¿Y el precio de la gasolina? Bien, gracias

Como esta semana he tenido coche me he permitido hacer un estudio empírico: la gasolina, o en este caso el gasóleo, ha subido 0,030 céntimos en menos de cinco días. Y así visto puede parecer ridículo, pero teniendo en cuenta que mi depósito tenía unos cuarenta litros, eso le suponía a mi bolsillo un incremento de 1,20 euros. ¿Y cuáles han sido los motivos? ¿El incremento del barril de crudo? ¿Los atentados en Cataluña y el despiste que ha provocado en el resto de noticias? ¿La última aparición pública de Trump o Maduro? ¿O tendrá algo que ver con el hecho de que se esperan cuatro millones y medio de desplazamientos en los próximos días? Y eso, se mire como se mire es mucho dinero.

Qué hemos hecho nosotros para manifestar el enfado y detener la sangría. ¿Hemos aparcado el coche? ¿Hemos salido a la calle a protestar? ¿Nos hemos quemado a lo bonzo en una estación de servicio?
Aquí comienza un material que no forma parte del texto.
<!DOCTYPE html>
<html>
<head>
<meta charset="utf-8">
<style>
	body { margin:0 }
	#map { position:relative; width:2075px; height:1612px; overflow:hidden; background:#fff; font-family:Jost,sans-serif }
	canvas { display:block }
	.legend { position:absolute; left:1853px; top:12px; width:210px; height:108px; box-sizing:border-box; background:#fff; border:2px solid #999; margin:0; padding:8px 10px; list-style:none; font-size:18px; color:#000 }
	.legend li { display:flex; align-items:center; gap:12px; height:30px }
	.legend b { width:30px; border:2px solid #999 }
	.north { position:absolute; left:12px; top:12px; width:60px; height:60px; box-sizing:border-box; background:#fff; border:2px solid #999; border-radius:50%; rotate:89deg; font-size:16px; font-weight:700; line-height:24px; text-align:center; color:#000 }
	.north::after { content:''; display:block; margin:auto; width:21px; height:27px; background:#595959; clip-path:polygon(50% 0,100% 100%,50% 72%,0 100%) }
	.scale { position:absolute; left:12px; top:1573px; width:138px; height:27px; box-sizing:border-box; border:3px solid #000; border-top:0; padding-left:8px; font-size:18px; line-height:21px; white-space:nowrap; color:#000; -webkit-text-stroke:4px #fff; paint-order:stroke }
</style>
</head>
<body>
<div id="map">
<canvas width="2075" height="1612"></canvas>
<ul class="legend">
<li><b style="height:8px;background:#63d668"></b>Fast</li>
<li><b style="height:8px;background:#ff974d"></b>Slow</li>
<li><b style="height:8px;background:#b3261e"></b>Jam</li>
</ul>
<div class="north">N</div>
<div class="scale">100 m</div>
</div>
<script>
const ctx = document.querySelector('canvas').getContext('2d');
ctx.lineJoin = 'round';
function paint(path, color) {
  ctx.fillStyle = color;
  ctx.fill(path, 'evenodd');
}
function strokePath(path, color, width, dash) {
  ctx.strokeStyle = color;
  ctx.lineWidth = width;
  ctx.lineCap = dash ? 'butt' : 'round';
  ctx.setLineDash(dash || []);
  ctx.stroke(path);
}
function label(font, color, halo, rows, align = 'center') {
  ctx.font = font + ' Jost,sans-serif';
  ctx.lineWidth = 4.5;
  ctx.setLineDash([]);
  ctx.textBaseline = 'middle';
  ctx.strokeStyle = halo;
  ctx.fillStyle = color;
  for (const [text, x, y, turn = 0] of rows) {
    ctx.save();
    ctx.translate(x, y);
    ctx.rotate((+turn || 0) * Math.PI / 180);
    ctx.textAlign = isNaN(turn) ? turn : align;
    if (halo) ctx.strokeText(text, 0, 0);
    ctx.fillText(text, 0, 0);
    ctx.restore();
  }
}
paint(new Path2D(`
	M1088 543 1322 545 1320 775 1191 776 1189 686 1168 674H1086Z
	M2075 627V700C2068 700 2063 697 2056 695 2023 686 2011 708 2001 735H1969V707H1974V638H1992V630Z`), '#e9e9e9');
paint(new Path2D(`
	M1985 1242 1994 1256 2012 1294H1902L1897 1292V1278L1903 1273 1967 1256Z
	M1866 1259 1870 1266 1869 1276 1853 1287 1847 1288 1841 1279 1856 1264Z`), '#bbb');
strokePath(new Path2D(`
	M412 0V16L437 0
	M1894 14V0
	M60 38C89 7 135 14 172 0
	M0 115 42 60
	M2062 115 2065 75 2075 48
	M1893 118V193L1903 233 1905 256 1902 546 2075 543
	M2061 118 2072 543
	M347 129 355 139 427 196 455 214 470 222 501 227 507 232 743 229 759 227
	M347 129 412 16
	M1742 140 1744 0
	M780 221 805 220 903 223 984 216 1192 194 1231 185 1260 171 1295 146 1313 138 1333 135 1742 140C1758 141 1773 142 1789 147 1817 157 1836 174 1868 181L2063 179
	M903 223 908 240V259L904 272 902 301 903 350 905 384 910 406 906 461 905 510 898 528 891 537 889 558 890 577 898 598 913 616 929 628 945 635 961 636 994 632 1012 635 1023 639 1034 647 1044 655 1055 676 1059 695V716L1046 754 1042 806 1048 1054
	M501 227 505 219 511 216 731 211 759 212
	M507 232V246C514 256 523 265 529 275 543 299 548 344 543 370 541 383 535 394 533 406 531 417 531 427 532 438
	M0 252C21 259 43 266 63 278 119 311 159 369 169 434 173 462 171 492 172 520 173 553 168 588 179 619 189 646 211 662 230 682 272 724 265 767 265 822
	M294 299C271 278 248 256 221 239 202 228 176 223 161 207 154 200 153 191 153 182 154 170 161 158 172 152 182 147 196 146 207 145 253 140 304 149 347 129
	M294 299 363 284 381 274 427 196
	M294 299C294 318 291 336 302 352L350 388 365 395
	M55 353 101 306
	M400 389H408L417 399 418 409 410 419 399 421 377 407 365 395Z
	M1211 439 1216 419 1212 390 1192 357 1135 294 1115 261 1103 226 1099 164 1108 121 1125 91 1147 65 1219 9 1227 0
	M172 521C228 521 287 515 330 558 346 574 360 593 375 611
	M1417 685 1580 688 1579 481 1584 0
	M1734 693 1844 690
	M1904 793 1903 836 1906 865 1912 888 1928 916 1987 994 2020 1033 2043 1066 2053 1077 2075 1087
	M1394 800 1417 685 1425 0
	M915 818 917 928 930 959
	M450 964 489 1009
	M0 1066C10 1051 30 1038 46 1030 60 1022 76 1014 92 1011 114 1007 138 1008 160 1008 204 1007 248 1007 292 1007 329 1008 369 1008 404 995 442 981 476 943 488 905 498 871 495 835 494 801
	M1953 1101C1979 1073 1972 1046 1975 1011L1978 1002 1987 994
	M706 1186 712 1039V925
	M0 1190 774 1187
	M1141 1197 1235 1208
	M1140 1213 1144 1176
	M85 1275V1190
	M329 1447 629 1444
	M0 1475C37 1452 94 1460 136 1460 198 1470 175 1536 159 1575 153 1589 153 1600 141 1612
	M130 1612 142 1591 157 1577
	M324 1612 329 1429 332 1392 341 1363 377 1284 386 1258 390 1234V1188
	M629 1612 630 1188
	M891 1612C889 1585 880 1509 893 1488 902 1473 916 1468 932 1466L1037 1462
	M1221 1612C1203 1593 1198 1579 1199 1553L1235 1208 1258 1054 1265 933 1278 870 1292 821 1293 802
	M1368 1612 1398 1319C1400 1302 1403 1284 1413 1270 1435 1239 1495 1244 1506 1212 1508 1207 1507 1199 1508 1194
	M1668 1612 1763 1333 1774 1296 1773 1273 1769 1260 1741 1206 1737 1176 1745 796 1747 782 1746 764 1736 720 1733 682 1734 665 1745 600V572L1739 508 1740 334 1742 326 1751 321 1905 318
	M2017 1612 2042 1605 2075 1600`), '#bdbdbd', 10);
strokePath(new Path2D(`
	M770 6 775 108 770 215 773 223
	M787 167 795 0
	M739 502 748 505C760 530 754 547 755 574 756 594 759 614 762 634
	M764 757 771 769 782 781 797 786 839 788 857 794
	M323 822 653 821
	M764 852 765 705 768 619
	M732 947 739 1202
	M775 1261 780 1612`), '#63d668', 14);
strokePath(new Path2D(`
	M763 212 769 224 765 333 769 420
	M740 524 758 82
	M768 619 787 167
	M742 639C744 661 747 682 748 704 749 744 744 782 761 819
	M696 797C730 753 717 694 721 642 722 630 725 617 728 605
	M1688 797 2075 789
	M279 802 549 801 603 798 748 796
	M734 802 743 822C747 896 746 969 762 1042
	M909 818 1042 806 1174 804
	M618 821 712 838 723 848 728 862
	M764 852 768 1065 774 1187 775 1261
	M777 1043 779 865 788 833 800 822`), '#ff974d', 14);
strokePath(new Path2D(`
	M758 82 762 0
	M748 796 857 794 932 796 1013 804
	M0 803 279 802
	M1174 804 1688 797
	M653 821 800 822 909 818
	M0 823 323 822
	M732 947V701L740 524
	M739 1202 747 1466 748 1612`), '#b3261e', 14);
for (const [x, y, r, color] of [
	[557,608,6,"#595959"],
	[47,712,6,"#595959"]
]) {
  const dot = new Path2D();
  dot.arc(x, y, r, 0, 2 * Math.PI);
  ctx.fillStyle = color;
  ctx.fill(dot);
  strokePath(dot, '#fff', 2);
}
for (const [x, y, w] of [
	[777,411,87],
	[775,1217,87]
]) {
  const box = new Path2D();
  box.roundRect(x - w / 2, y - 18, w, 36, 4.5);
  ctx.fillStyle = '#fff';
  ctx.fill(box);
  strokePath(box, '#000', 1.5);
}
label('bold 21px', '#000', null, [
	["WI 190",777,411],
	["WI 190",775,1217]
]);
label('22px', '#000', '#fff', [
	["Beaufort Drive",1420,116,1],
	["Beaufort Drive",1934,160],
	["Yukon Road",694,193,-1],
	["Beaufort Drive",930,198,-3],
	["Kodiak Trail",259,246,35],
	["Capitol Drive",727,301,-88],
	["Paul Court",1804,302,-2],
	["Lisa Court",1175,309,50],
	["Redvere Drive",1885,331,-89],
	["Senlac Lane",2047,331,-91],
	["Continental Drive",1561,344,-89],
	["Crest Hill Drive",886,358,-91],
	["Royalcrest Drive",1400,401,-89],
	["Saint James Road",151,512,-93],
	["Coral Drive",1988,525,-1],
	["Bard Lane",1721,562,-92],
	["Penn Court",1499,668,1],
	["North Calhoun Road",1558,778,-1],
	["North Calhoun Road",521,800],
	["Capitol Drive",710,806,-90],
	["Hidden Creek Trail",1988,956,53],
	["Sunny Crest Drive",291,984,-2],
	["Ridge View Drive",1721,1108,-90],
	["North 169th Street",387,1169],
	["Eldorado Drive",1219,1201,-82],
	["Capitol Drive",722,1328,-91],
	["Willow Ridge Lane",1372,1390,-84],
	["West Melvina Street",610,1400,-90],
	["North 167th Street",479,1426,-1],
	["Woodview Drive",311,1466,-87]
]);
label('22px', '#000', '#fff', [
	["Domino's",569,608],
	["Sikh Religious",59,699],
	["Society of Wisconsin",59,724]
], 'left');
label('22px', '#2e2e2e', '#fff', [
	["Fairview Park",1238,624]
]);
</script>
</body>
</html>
Pues no: nos hemos callado como cuando Iberdrola sube el precio de la luz porque se le pone. A lo más lo hemos comentado en el bar y hemos alzado los brazos en plan protesta para evidenciar que las petroleras, las eléctricas y cualquier compañía telefónica, por ejemplo, nos hacen un corte de mangas si tienen la oportunidad.

¿Y el Gobierno? Bien, gracias. Preocupado por el desafío independentista —esas dos palabras de moda hoy en día—, Venezuela, el populismo…, en fin, esas cosas. Porque lo importante es la macroeconomía, que el país arranque, que los números digan que estamos mejor que hace diez años. La economía del usuario de a pie, la micro, el Gobierno no la maneja —ni siquiera esos parlamentarios que cobran dietas en agosto sin ir a curar—. Y tampoco van a andar preguntando los motivos de la subida, no vaya a ser que cuando un ministro abandone la política se quede sin un puesto en un consejo de administración. Porque eso sí es preocuparse por la economía. La suya, por supuesto.